Tezampanel

Clinical data
- Other names: LY-293,558; LY-293558; LY293558; LY-326,325; LY-326325; LY326325; NGX-424; NGX424
- Routes of administration: IV
- ATC code: none;

Legal status
- Legal status: Investigational;

Identifiers
- IUPAC name (3S,4aR,6R,8aR)-6-[2-(1H-tetrazol-5-yl)ethyl]decahydroisoquinoline-3-carboxylic acid;
- CAS Number: 154652-83-2;
- PubChem CID: 127894;
- IUPHAR/BPS: 4245;
- ChemSpider: 113428;
- UNII: GA36S2O9C2;
- KEGG: D06656;
- ChEMBL: ChEMBL14935;

Chemical and physical data
- Formula: C_{13}H_{21}N_{5}O_{2}
- Molar mass: 279.344 g·mol^{−1}
- 3D model (JSmol): Interactive image;
- SMILES C1C[C@H]2CN[C@@H](C[C@H]2C[C@H]1CCC3=NNN=N3)C(=O)O;
- InChI InChI=1S/C13H21N5O2/c19-13(20)11-6-10-5-8(1-3-9(10)7-14-11)2-4-12-15-17-18-16-12/h8-11,14H,1-7H2,(H,19,20)(H,15,16,17,18)/t8-,9+,10-,11+/m1/s1; Key:ZXFRFPSZAKNPQQ-YTWAJWBKSA-N;

= Tezampanel =

Chemical compound

Tezampanel (INN, USAN) (developmental code names LY-293,558, LY-326,325, NGX-424) is a drug originally developed by Eli Lilly which acts as a competitive antagonist of the AMPA and kainate subtypes of the ionotropic glutamate receptor family, with selectivity for the GluR5 subtype of the kainate receptor. It has neuroprotective and anticonvulsant properties, the former of which may, at least in part, occur via blockade of calcium uptake into neurons.
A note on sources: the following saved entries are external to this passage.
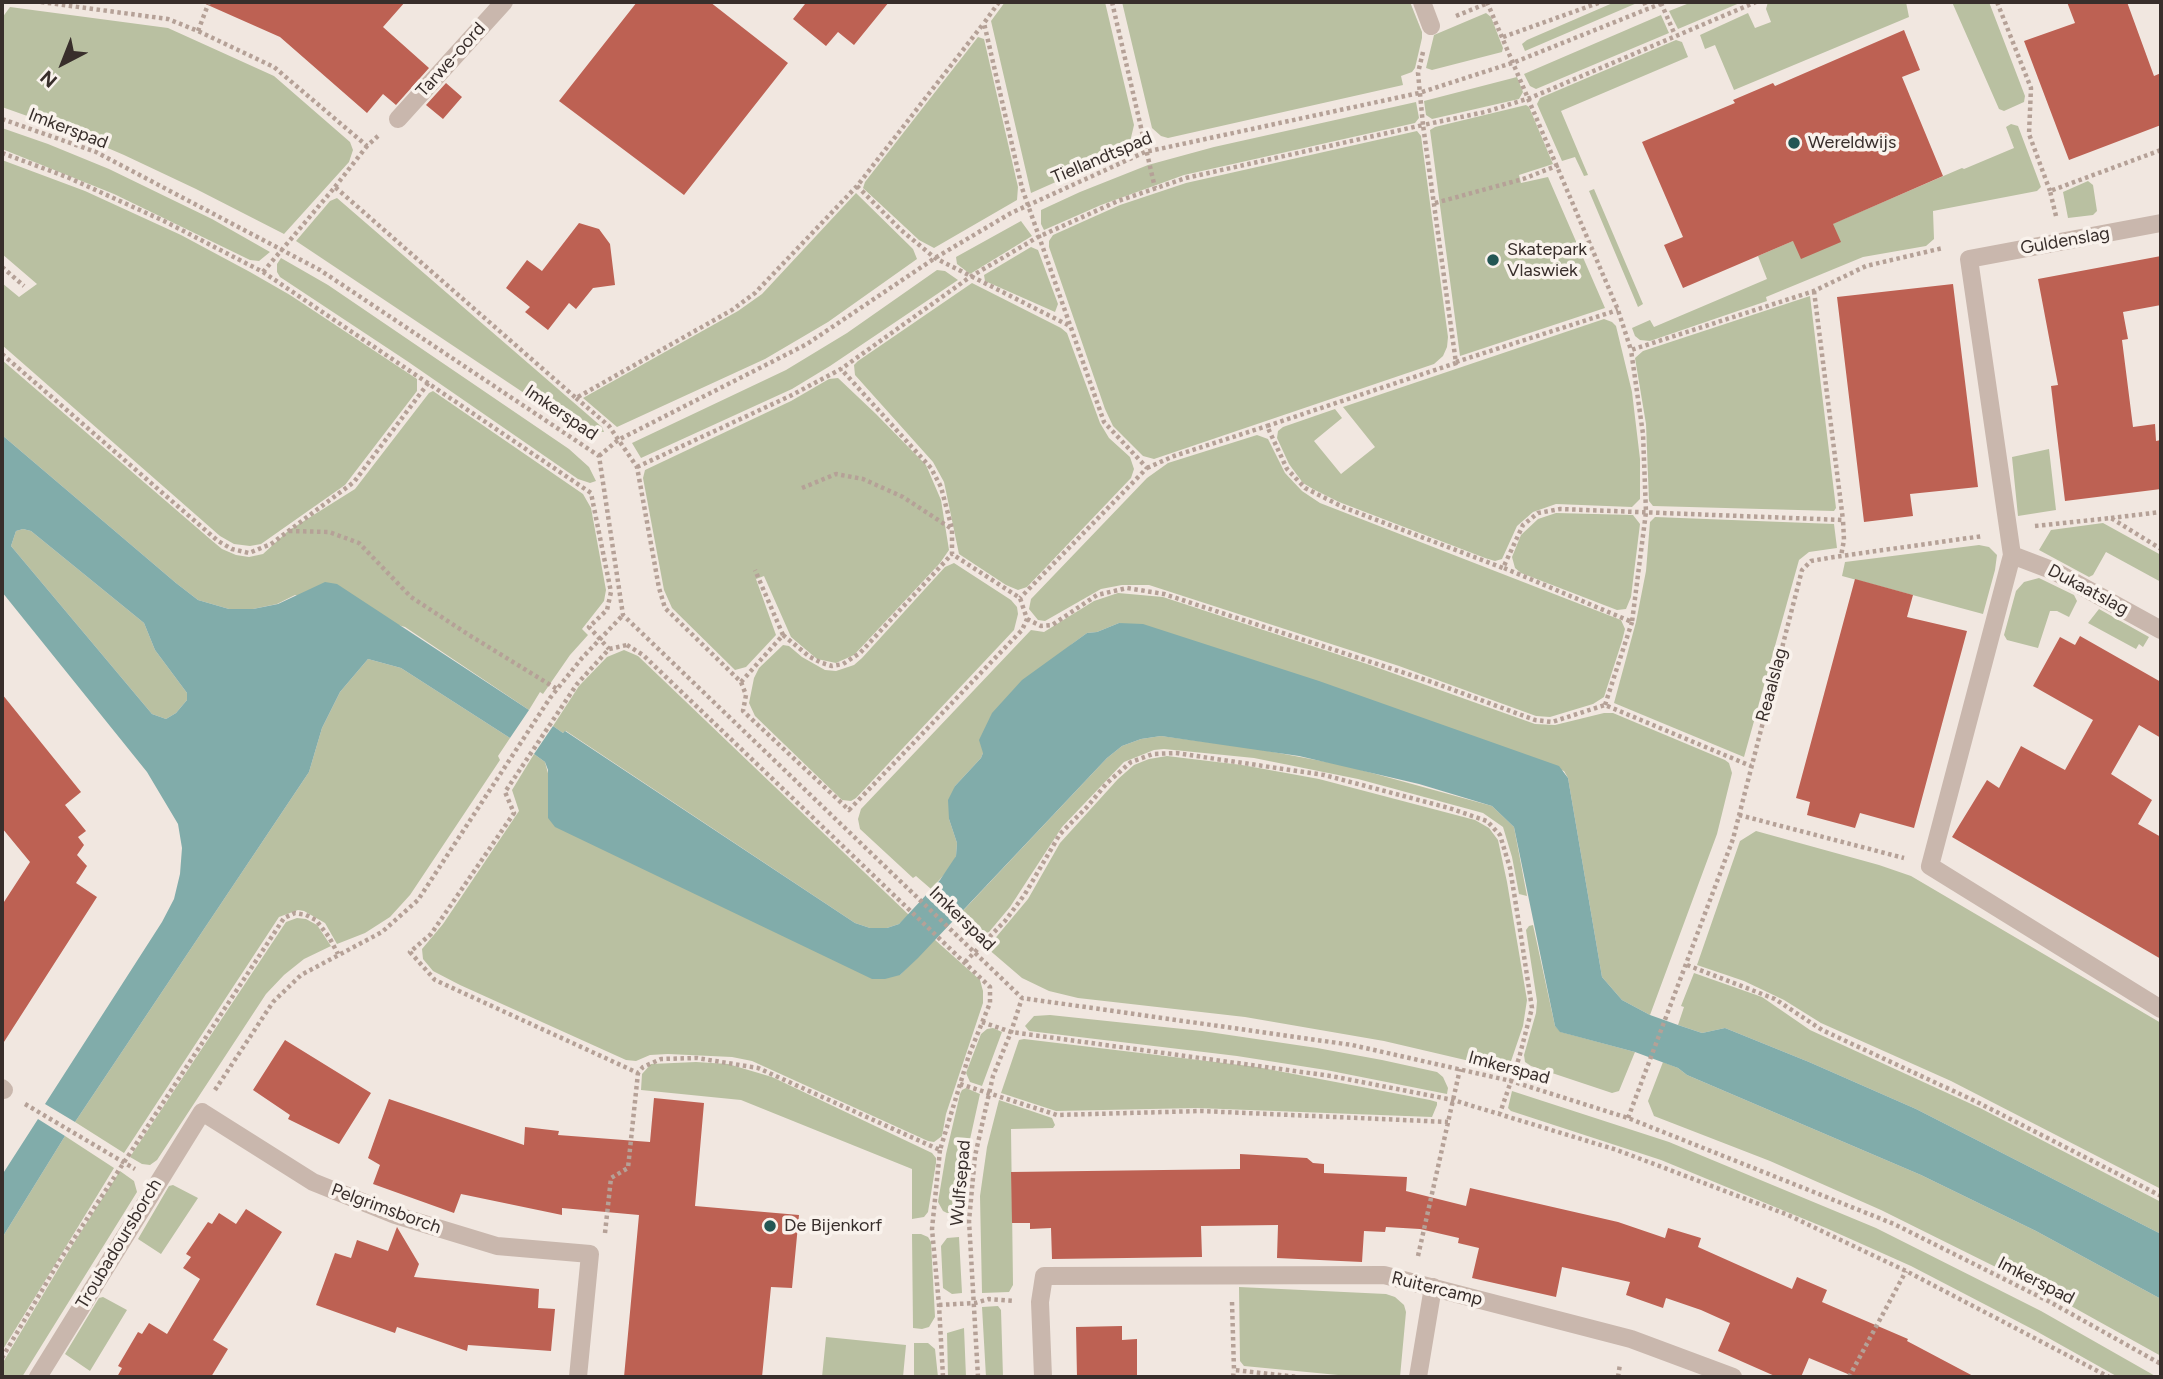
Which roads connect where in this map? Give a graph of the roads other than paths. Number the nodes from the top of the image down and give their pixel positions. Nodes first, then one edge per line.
1 (504, 2) edge
2 (1422, 2) edge
3 (1431, 26) dead end
4 (398, 119) road end
5 (2161, 223) edge
6 (2012, 555) junction
7 (2161, 630) edge
8 (2161, 1009) edge
9 (202, 1112) joint
10 (1433, 1287) junction
11 (38, 1377) edge
12 (578, 1377) edge
13 (1043, 1377) edge
14 (1418, 1377) edge
15 (1733, 1377) edge

1 - 4 street, Tarwe-oord
2 - 3 street
5 - 6 street, Guldenslag
6 - 7 street, Dukaatslag
6 - 8 street
9 - 11 street, Troubadoursborch
9 - 12 street, Pelgrimsborch
10 - 13 street, Ruitercamp
10 - 14 street
10 - 15 street, Ruitercamp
Tezampanel has a range of effects which may be useful for medicinal purposes, as well as its applications in scientific research. It suppresses both the withdrawal symptoms from morphine and other opioids, and the development of tolerance, as well as having antihyperalgesic and analgesic effects in its own right. It also has anxiolytic effects in animal studies and has been suggested as a candidate for the treatment of anxiety in humans.

Whereas tezampanel free base is known as LY-293558, tezampanel hydrochloride is said to be known as LY-326325.